__RECORDS FOR THE TASK__:
◇ ◇ ◇ ◇ ◇
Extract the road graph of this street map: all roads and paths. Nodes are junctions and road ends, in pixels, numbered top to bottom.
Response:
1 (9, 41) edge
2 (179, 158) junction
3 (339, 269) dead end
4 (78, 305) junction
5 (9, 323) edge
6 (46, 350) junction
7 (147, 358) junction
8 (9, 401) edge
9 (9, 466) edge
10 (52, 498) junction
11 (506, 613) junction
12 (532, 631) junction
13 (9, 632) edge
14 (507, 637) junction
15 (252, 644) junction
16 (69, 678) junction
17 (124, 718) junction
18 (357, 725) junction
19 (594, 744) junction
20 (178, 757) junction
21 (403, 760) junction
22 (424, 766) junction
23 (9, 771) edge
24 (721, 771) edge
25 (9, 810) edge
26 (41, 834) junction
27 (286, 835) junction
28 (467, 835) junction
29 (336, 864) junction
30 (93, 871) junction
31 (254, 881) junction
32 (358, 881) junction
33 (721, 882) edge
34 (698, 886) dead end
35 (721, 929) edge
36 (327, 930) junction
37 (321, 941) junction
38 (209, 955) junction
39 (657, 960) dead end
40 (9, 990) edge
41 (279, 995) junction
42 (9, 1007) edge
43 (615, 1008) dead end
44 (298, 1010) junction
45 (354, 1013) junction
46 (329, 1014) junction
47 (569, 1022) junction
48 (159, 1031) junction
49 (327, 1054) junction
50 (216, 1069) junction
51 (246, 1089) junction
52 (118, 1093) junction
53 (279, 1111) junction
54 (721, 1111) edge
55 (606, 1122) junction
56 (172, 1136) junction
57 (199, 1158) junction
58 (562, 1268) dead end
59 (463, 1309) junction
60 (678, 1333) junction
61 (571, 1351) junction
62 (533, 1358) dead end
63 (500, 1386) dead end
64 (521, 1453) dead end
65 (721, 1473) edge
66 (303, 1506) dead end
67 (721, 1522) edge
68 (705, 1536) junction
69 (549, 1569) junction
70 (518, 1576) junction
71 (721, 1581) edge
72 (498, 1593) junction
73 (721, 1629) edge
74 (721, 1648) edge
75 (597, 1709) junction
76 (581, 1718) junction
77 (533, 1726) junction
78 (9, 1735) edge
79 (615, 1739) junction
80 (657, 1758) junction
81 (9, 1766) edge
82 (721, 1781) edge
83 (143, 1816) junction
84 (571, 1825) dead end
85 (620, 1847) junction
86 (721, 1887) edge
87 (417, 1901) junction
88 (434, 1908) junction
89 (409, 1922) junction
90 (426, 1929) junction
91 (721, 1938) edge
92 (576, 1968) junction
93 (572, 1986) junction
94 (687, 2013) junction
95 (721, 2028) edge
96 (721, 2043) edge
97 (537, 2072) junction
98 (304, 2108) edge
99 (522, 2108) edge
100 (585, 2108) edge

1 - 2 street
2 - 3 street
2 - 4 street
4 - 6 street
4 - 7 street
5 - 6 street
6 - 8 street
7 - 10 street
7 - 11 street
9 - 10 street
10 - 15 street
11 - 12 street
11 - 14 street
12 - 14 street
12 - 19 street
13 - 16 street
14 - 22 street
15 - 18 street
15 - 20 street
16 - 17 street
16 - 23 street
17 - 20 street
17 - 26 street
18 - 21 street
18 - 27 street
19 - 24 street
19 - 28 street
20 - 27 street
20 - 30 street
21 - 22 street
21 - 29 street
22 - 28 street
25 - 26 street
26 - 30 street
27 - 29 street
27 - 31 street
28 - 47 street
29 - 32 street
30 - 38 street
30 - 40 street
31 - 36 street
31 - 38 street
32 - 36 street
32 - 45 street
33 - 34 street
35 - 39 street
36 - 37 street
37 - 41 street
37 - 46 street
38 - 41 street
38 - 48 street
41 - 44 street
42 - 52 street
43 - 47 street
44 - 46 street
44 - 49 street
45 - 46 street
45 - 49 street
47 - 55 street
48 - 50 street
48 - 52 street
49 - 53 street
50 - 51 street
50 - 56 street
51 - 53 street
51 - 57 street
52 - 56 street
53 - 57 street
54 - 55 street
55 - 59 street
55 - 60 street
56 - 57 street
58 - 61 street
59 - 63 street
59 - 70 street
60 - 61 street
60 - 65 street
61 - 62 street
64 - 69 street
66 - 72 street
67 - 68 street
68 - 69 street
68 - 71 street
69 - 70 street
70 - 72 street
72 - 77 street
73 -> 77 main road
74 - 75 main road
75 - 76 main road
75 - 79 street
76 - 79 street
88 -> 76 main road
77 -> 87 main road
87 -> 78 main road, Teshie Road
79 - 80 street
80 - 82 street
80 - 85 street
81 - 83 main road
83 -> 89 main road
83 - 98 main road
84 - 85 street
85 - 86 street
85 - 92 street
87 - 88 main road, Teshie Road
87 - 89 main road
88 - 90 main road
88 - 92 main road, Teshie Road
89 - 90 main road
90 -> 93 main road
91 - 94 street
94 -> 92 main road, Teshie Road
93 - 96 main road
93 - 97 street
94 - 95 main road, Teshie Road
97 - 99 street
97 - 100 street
◇ ◇ ◇ ◇ ◇
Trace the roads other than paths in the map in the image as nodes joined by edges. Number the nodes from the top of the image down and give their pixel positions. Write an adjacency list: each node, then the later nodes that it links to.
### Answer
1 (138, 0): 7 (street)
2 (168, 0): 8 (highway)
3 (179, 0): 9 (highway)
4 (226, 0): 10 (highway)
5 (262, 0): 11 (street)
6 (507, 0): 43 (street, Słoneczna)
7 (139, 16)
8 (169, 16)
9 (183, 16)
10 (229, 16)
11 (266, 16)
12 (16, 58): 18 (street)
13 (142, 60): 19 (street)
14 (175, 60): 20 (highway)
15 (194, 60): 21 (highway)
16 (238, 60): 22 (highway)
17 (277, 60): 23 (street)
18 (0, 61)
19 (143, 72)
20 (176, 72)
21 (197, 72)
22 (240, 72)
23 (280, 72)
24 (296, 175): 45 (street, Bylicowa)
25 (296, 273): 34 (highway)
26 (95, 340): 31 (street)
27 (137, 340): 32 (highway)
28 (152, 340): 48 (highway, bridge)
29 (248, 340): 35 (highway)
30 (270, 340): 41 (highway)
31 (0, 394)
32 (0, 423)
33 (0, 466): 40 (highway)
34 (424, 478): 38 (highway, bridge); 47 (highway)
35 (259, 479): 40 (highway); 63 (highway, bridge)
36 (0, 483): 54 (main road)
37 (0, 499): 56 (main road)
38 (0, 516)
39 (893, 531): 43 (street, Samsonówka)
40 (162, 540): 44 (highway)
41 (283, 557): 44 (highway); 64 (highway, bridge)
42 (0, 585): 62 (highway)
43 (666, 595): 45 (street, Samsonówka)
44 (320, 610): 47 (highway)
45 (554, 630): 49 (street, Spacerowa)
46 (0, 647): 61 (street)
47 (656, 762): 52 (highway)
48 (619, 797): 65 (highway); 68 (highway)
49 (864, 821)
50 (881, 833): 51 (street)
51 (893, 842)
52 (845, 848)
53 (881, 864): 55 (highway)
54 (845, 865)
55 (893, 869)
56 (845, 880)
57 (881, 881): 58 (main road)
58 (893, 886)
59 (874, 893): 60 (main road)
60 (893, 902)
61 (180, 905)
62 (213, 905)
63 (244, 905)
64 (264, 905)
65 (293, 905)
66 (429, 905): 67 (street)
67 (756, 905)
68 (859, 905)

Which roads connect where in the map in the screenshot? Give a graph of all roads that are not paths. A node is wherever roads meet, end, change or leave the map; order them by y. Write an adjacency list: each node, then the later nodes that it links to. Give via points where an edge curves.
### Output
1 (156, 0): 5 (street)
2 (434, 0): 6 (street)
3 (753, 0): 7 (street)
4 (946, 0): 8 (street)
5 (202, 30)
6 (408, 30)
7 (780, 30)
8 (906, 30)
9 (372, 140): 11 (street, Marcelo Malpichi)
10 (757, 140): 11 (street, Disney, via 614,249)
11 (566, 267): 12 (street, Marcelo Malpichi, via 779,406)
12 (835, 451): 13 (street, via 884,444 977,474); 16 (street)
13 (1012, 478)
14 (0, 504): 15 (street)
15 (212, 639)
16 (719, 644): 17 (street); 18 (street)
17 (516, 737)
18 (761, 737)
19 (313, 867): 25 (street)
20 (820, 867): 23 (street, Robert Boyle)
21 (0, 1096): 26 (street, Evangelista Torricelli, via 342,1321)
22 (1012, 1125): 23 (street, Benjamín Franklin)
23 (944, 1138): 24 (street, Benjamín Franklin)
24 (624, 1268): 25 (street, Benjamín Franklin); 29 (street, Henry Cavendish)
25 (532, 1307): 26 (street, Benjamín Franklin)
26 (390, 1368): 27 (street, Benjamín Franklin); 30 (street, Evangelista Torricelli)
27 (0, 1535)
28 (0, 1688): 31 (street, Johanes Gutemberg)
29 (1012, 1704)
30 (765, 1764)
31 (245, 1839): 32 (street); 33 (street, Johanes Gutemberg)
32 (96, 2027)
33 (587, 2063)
◇ ◇ ◇ ◇ ◇
__WHAT YOU HAVE TO DO__:
Going through the listing above line by line, tally those containing "Marcelo" and state only the total.

__EXERCISE RESULT__:
2